[Source records]
□ □ □ □

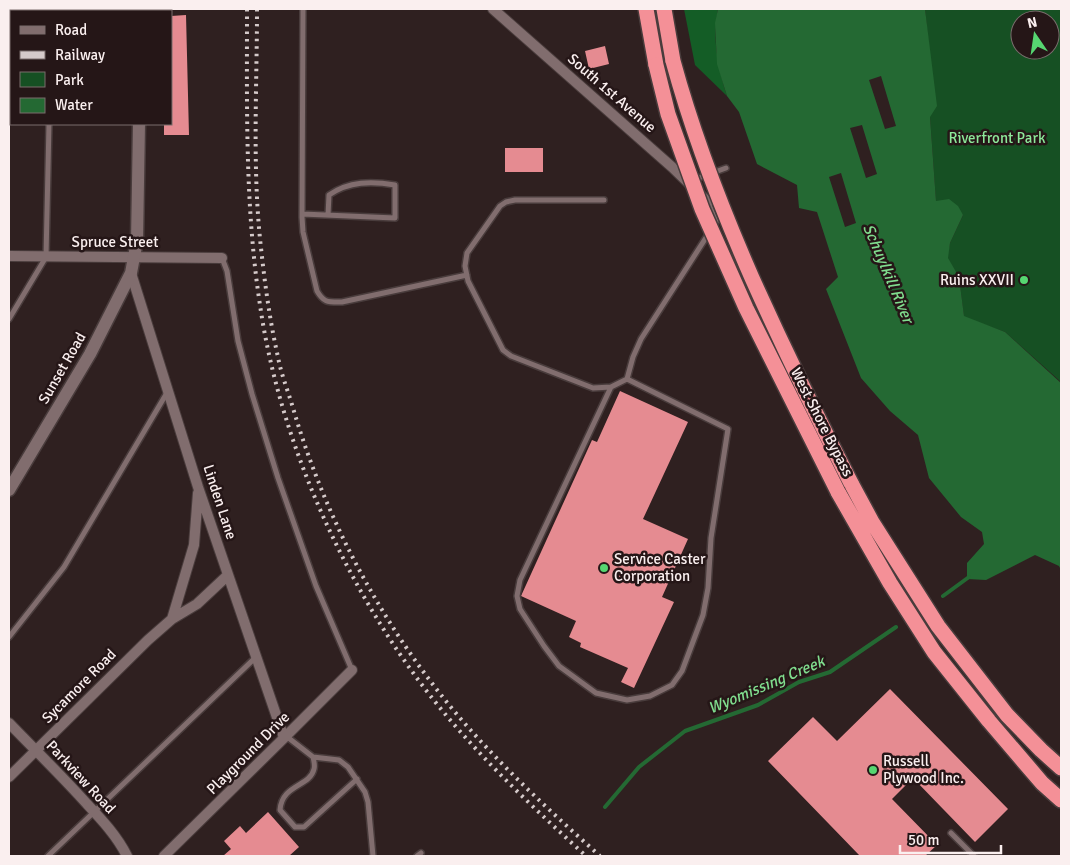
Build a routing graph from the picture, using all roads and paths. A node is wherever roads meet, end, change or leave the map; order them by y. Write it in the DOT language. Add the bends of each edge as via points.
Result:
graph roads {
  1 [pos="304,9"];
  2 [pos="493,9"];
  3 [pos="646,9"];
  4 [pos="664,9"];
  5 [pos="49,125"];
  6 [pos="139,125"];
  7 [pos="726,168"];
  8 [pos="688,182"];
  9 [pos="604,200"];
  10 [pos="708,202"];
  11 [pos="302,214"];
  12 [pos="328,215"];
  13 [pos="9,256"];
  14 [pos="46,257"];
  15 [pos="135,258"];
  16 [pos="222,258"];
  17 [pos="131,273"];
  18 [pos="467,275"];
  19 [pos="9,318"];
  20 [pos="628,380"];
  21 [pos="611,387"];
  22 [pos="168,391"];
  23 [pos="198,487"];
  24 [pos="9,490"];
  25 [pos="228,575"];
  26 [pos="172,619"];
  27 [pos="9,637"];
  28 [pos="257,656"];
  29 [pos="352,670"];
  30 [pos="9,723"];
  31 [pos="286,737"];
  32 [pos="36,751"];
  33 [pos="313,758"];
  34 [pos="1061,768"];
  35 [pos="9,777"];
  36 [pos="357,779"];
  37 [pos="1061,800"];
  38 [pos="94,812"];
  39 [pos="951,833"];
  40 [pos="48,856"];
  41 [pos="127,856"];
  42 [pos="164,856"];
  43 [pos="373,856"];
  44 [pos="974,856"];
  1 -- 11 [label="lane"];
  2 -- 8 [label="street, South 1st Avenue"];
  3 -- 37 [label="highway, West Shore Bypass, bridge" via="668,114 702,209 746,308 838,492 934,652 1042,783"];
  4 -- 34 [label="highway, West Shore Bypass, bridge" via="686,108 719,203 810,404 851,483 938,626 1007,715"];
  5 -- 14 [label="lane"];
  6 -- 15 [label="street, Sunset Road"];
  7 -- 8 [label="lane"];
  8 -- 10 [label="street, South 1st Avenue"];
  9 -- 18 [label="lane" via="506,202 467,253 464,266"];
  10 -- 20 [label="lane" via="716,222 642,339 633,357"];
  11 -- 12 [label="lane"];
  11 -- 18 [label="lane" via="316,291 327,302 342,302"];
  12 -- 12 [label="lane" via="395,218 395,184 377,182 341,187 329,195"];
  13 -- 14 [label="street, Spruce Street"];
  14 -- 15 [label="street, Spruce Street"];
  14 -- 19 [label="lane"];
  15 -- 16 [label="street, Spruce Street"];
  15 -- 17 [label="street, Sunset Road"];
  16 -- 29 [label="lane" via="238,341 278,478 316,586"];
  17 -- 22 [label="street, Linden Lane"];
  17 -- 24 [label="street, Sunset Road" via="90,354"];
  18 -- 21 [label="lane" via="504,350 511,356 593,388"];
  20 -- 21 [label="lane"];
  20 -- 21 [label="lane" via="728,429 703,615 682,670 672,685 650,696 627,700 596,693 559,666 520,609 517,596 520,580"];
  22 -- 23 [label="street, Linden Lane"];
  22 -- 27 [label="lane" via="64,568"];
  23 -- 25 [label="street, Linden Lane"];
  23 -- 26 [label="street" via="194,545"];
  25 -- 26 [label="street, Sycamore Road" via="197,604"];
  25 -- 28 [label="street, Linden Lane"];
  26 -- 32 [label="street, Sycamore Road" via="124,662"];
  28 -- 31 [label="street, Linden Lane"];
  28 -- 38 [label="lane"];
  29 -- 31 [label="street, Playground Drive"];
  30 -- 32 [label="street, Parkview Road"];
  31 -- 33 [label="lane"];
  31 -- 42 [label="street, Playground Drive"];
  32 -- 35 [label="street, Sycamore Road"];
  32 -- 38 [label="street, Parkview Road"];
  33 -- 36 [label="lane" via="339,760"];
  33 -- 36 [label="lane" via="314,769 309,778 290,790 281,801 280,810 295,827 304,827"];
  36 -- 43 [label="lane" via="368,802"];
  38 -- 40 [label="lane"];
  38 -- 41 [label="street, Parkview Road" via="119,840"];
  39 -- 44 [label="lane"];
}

□ □ □ □

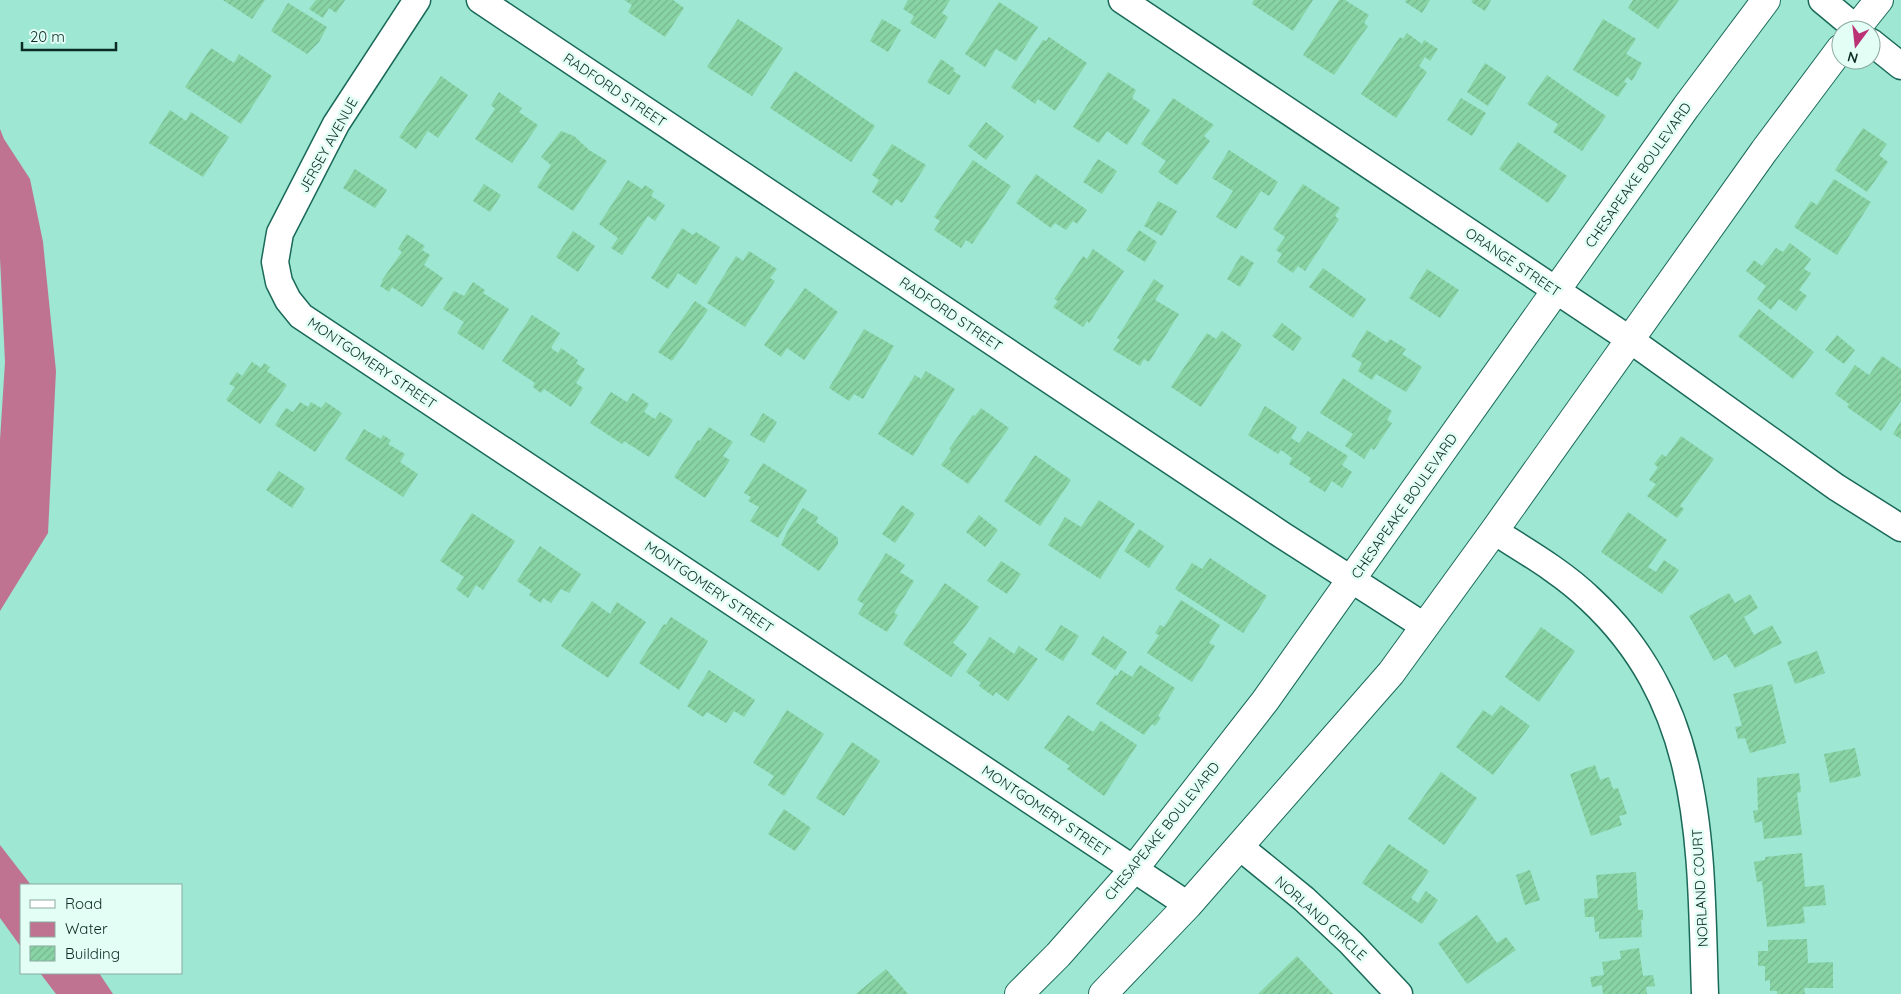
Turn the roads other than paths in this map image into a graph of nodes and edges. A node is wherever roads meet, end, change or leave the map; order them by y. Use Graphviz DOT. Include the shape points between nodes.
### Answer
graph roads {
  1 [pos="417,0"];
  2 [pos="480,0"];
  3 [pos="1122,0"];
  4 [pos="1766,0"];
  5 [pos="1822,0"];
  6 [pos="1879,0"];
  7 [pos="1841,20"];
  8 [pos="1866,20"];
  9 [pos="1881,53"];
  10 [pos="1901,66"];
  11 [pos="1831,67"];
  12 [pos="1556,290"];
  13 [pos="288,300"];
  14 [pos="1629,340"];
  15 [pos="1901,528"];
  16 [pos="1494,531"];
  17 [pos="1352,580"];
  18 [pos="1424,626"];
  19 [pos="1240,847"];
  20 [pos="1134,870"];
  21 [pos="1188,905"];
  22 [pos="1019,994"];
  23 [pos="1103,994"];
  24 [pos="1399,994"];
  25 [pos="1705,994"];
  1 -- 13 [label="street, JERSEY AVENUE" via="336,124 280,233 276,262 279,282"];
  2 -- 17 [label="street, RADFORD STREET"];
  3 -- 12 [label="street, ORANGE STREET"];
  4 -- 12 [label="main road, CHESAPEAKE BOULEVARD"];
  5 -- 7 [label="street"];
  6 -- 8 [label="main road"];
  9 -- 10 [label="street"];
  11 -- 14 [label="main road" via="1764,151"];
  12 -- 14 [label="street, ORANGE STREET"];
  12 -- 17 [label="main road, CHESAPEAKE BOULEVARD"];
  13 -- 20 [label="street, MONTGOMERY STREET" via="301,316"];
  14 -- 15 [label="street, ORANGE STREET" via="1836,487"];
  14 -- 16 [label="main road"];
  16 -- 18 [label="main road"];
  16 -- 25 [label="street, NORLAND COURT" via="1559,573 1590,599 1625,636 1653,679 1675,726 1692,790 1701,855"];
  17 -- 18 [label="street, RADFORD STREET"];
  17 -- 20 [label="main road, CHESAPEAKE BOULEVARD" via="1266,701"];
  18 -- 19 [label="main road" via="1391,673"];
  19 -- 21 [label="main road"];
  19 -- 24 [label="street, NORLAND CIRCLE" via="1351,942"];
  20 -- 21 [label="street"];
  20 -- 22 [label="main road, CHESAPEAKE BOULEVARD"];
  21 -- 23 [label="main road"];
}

□ □ □ □

TASK DESCRIPTION:
Every line above that includes the string "Parkview" needs to be copied.

EXPECTED ANSWER:
  30 -- 32 [label="street, Parkview Road"];
  32 -- 38 [label="street, Parkview Road"];
  38 -- 41 [label="street, Parkview Road" via="119,840"];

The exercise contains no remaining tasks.